Aim of the exercise
Copy, from the material below, each line that contains the word "roads".

+++ Dataset records +++

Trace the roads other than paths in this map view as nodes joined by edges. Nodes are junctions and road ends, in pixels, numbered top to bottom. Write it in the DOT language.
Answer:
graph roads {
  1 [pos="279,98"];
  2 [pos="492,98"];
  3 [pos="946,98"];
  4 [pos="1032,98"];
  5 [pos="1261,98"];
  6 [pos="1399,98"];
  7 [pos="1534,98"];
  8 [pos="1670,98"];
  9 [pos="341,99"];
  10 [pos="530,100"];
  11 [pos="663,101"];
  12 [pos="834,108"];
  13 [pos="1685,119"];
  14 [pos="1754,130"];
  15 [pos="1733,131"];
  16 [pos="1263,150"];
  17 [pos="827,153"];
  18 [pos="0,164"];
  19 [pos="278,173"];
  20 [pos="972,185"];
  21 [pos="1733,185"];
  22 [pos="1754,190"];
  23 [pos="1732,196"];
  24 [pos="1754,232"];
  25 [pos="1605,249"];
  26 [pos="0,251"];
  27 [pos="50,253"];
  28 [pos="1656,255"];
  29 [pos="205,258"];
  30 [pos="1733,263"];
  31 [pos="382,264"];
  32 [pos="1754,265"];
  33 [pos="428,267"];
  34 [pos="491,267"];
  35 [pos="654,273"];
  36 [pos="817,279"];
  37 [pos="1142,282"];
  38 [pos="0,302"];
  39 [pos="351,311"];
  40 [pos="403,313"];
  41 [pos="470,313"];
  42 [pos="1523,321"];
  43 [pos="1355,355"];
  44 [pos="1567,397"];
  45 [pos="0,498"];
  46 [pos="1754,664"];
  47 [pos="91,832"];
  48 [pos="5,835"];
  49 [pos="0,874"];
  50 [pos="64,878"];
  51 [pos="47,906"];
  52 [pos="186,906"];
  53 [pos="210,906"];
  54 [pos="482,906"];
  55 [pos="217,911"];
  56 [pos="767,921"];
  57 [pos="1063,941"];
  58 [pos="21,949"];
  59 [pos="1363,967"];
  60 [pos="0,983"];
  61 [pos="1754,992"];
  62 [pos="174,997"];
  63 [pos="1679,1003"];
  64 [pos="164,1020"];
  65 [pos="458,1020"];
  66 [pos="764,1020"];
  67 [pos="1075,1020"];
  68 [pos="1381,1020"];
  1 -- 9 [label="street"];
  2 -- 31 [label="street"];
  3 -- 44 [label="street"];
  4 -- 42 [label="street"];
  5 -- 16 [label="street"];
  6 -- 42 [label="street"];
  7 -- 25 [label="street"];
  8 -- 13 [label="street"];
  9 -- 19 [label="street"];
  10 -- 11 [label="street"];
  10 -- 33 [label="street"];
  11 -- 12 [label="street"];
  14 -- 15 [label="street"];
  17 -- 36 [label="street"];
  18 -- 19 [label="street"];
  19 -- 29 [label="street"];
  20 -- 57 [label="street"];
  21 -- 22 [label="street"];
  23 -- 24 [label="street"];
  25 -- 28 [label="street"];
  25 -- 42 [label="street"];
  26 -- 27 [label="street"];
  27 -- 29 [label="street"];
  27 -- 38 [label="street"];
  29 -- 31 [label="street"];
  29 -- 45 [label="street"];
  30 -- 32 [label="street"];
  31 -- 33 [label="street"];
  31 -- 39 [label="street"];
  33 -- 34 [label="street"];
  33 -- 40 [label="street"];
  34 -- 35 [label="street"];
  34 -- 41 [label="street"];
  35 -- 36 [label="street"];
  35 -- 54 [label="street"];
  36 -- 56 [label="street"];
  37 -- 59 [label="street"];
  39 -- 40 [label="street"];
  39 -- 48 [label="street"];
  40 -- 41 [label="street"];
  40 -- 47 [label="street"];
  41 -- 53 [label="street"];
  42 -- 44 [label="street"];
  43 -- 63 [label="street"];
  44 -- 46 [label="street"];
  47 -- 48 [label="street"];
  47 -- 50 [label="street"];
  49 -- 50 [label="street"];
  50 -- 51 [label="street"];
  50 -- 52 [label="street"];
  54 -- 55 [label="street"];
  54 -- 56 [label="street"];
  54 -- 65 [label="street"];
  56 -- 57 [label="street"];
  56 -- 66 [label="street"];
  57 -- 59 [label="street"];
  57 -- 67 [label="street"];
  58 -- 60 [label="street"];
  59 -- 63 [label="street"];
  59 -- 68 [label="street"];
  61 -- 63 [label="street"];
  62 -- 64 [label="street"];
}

+++

Output of the task
Trace the roads other than paths in this map view as nodes joined by edges. Nodes are junctions and road ends, in pixels, numbered top to bottom. Write it in the DOT language.
graph roads {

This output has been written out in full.